What do all the numbers mean? While the total donations show plenty of conservatives on campuses, the figures show that most academics do indeed back Kerry and the Democrats. In fact, it's not hard to find academics who think the choice on Election Day is between Kerry and Nader, or people whose anger over the war in Iraq leads them to say things that sound like apologies for Saddam Hussein, or people who just 100 percent hate President Bush.

Either way, Bush critics in academe make no apologies for wanting a change in the White House. "Unsurprisingly, people who are intellectually serious are acutely revolted by the pattern of deception and stupidity that is manifest in the Bush presidency," says Todd Gitlin, a professor of journalism and sociology at Columbia University.

A good part of the anti-Bush seething on campuses is related to the president's policies. Many academics disagree with the president on Iraq, the economy, social policy and other issues that directly relate to higher education, notably expanded stem-cell research and affirmative action in college admissions. He opposed both, ignoring the advice of most research and academic leaders. The president's stance against using ethnic preferences in college admissions was particularly galling; after all, Bush's own academic record in high school does not seem to have been how he was admitted to Yale.

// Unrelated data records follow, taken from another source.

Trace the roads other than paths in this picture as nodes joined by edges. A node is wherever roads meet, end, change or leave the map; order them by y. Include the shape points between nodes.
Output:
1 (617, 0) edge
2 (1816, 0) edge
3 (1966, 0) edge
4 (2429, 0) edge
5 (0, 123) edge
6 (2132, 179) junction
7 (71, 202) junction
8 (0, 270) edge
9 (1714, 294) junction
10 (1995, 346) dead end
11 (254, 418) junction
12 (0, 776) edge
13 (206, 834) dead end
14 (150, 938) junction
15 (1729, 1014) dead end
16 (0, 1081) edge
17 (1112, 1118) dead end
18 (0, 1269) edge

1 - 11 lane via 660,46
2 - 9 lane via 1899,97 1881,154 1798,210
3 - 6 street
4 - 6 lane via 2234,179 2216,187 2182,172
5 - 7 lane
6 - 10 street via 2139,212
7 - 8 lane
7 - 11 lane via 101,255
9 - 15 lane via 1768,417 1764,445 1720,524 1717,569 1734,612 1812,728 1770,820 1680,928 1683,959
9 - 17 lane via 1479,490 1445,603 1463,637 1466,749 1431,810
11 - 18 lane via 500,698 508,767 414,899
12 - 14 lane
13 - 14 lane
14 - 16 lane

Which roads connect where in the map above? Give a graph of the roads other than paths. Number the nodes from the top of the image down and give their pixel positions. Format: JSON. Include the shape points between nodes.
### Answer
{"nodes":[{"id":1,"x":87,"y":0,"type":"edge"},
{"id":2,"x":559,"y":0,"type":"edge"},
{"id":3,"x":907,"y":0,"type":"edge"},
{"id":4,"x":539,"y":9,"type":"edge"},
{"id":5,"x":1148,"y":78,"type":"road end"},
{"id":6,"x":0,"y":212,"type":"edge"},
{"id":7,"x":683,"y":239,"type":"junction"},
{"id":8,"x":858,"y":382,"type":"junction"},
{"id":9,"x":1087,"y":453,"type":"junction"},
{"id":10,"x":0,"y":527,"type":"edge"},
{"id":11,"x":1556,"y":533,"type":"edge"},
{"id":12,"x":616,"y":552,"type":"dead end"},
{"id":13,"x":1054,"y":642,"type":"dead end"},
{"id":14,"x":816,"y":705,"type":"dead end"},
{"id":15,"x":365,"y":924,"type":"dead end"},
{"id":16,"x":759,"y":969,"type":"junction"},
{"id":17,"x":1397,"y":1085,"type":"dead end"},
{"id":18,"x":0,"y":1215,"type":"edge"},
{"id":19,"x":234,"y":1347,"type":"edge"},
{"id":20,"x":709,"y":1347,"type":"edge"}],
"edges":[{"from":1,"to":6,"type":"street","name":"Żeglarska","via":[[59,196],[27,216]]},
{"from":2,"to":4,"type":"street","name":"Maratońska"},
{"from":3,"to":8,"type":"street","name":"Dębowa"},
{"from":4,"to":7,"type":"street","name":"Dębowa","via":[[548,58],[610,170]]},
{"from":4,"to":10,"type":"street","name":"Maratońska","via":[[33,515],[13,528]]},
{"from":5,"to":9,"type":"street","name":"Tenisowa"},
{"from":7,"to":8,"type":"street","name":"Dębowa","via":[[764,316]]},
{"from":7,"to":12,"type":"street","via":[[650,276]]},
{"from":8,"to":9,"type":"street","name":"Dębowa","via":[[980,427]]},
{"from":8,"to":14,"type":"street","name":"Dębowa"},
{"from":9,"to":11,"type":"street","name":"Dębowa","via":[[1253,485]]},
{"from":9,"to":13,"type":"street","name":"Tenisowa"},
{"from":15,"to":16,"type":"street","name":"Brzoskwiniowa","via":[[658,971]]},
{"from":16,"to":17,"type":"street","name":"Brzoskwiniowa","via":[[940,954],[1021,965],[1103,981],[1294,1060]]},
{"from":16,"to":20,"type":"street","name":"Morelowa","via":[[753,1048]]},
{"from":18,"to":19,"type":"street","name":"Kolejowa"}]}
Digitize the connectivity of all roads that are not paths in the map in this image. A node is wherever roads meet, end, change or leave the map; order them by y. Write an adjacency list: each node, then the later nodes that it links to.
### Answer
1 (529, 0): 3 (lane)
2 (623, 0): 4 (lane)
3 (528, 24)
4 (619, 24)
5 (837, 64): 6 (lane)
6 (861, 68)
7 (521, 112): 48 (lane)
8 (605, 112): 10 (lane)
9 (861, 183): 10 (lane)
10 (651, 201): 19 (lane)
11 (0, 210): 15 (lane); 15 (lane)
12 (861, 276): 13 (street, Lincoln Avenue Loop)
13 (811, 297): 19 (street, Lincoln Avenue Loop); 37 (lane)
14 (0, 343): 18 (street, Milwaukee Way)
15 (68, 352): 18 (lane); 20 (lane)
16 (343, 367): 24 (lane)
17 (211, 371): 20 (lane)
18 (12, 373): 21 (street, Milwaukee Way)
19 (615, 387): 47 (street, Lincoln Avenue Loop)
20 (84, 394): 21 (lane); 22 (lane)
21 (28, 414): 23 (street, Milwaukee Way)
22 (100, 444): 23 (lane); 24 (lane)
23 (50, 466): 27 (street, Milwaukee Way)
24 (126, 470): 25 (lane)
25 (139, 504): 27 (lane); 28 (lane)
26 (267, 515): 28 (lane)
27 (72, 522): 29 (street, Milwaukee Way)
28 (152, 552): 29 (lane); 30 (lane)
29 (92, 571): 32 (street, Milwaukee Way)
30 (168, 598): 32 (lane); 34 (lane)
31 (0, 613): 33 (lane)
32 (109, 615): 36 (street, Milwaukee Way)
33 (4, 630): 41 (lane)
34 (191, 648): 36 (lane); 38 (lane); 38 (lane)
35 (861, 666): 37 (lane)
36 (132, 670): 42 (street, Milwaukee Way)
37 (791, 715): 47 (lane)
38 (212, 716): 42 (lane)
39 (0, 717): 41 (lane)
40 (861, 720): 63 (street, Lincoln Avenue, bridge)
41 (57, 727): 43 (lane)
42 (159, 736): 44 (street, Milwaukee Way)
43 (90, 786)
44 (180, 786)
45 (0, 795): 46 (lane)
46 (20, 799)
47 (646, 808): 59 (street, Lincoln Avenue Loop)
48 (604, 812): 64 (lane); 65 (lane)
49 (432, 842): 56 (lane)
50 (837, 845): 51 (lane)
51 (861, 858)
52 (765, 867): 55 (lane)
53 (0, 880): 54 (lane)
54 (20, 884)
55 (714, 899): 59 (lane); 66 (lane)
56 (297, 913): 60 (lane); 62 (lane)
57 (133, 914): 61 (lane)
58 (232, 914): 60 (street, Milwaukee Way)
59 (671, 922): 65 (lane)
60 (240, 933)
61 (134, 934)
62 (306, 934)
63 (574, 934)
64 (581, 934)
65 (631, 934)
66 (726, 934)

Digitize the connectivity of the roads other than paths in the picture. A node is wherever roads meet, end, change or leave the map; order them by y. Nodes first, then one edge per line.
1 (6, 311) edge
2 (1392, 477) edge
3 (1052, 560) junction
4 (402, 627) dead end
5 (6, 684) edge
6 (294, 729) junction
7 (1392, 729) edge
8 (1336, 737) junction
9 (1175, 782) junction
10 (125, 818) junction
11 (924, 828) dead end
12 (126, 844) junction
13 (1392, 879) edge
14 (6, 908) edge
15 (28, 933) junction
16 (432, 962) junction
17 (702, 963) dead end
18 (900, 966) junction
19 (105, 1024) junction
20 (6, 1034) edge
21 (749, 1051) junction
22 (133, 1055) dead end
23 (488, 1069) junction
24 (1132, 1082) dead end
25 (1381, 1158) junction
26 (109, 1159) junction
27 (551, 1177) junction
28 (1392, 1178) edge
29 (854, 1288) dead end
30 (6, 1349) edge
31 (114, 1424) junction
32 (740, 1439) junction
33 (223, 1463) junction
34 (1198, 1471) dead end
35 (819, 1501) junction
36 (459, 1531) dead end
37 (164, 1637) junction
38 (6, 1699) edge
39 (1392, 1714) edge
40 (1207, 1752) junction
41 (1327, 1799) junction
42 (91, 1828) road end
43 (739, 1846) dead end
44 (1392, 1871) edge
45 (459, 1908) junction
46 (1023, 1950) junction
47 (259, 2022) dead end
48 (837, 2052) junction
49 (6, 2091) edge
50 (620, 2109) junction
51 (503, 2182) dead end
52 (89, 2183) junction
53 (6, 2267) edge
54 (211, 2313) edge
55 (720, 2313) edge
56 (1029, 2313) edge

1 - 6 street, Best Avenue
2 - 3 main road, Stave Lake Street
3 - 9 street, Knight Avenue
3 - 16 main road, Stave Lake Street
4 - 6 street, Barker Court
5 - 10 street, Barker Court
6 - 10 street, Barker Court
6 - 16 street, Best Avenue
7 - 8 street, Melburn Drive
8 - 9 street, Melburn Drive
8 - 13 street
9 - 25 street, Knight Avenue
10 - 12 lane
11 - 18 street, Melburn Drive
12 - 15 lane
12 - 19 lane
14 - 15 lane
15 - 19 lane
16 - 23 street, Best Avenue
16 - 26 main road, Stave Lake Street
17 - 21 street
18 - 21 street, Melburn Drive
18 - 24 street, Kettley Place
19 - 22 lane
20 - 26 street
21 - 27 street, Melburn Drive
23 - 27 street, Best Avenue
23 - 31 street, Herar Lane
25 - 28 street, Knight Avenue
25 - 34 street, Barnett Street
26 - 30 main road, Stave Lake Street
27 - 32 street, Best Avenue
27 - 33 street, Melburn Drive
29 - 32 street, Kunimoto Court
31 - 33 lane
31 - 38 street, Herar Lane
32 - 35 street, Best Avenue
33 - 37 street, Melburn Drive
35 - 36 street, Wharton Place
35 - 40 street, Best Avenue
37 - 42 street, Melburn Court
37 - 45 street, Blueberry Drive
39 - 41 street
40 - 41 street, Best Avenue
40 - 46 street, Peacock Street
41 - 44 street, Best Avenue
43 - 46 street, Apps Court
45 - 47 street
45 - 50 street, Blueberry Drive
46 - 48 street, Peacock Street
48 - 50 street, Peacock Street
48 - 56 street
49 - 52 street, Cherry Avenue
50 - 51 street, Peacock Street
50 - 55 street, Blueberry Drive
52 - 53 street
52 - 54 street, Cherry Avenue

Beyond policy, the president's history and personality offend many. It's not just that he was never much of a student; he seems to take pride in it. When he spoke at his alma mater, he said, "To the C students, I say, 'You too can be president of the United States.'" So much for standards.

The president may be a lot smarter today than he was as a student but he still promotes the idea that this is a black-and-white world, when academics love gray. When President Bush says he doesn't "do nuance," he portrays himself as strong and decisive -- in perfect contrast to academics, who thrive on nuance. After all, many a Ph.D. dissertation has been written about a nuance in someone else's book.

For all the vitriol that the president inspires among faculty members, it's still the case that campuses aren't all liberal. Gitlin says he walks by Bush-Cheney posters on his way to his New York office everyday. Indeed, if you track campus posters and what students put up in their dorm rooms since 9/11, there has been a notable addition of American flags, even in places like Ann Arbor and Cambridge. Many campuses oppose the war in Iraq but the war in Afghanistan won broad backing in academe. Still, conservatives insist on portraying academics as '60s-era radicals who believe U.S. force can never be justified -- an image that doesn't ring true.

Even at institutions that lean left, you will find active, vocal, respected conservative faculty members. And while the institutions that lean left are among the most prestigious in the country, they also educate a tiny fraction of American students.

In the end, Republican claims that universities are dangerous to conservative values may be little more than a political ploy. When it comes to Republicans' own children, few enroll at institutions where faculty members are reliably conservative. The president's daughters just graduated (with no apparent damage to their GOP loyalties or social lives) from Yale and the University of Texas at Austin, two institutions where Kerry overwhelms the president in faculty financial support.